BRIEF: Say how many lines in the entries below have the word "nodes" in them, giving only the number.

INFORMATION SUPPLIED:

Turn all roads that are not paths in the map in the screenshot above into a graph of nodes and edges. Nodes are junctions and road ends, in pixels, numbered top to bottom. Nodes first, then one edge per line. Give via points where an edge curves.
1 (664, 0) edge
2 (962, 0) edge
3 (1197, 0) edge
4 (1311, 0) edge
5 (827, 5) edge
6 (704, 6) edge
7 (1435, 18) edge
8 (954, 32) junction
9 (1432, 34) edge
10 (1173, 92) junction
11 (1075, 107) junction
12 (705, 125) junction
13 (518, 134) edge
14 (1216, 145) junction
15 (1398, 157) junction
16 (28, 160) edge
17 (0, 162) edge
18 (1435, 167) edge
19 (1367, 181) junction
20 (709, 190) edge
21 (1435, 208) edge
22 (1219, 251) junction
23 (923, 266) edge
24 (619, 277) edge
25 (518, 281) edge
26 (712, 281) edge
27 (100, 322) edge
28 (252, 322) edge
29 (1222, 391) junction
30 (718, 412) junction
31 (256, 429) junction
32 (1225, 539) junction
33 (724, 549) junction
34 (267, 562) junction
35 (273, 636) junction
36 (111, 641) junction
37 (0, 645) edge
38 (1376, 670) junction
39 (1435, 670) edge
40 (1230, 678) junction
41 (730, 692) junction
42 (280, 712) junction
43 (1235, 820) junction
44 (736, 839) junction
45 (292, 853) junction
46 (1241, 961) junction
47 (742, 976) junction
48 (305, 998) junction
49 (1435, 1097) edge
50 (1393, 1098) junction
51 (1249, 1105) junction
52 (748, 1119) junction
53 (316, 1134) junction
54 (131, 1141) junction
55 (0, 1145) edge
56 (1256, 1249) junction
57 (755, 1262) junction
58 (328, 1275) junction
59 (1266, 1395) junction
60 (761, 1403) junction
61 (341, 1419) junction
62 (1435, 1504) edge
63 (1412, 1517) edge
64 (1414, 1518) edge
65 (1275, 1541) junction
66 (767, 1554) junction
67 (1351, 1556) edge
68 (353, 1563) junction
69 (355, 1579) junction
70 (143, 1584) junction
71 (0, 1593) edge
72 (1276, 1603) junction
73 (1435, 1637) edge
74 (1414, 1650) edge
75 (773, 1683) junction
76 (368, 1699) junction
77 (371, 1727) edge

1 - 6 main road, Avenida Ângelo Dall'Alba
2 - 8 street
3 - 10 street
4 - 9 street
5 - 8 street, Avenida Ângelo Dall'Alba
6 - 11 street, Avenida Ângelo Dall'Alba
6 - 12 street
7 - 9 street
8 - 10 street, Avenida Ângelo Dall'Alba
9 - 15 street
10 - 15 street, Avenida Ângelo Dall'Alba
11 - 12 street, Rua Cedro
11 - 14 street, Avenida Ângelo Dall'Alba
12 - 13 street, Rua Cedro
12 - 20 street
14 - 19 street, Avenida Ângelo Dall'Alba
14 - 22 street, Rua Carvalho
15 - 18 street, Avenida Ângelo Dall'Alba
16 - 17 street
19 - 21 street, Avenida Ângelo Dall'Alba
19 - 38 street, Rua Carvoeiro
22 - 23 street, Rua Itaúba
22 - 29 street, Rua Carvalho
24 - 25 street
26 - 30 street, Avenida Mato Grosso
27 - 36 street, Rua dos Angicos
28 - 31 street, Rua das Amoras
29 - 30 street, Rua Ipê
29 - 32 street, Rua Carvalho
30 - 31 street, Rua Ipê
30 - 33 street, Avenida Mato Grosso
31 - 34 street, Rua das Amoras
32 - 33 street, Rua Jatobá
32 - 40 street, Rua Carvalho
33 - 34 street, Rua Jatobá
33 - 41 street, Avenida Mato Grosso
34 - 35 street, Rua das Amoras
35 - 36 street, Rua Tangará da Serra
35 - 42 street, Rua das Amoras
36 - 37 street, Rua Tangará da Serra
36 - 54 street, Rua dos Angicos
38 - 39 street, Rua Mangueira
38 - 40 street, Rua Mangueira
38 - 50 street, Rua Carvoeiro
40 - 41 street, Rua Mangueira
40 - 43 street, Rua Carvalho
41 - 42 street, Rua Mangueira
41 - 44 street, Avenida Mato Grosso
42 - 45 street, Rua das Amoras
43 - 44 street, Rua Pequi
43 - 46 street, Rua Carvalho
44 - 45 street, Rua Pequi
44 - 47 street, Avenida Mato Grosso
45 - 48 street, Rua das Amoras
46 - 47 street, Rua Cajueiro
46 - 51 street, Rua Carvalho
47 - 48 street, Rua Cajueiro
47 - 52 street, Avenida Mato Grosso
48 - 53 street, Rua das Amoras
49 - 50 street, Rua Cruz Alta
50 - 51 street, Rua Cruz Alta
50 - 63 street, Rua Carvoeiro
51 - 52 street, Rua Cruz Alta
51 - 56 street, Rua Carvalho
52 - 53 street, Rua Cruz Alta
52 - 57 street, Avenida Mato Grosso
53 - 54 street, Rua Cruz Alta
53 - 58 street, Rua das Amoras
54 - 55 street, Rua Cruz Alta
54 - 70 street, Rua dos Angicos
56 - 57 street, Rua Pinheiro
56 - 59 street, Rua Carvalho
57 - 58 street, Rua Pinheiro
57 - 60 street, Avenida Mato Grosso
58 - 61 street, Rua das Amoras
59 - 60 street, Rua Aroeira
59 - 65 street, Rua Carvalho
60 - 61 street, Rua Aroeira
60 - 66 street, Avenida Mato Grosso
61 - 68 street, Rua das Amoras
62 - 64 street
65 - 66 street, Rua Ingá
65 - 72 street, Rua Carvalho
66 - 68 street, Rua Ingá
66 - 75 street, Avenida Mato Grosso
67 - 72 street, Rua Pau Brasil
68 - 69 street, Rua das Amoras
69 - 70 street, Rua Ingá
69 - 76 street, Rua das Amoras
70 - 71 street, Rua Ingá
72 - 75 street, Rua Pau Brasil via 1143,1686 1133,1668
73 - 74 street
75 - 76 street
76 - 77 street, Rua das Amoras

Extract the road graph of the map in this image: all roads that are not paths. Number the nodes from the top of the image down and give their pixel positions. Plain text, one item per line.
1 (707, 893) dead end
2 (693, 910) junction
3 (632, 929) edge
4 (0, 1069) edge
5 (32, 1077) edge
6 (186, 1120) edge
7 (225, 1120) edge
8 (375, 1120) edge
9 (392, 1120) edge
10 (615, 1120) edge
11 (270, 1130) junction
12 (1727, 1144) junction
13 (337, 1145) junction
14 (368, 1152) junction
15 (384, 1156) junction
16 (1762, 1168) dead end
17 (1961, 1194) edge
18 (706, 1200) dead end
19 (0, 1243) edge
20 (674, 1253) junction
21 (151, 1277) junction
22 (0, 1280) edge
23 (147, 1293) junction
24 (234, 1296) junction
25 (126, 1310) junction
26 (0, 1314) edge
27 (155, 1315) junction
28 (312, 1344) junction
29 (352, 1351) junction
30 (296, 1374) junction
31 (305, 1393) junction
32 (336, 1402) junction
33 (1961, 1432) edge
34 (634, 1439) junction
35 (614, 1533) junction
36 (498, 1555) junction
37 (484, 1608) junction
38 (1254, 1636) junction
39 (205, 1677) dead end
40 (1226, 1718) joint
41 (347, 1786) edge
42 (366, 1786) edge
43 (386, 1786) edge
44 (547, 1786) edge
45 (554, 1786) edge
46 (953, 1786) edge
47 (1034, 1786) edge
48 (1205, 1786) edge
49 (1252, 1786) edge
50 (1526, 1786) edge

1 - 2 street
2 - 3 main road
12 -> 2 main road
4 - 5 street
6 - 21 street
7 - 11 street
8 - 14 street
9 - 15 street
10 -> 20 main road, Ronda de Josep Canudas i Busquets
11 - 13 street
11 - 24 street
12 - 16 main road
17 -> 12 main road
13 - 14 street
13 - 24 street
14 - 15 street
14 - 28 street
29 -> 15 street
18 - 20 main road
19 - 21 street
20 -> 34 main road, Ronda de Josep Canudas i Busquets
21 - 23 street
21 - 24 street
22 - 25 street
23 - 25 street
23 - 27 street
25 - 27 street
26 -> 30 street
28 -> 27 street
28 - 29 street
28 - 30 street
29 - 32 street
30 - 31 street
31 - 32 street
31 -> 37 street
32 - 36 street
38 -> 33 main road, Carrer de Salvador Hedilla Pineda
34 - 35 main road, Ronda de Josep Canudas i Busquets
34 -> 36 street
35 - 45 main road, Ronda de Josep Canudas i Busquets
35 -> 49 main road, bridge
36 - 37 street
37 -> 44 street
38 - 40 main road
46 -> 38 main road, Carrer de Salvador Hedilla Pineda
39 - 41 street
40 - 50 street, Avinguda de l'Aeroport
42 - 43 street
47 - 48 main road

EXERCISE ANSWER: 2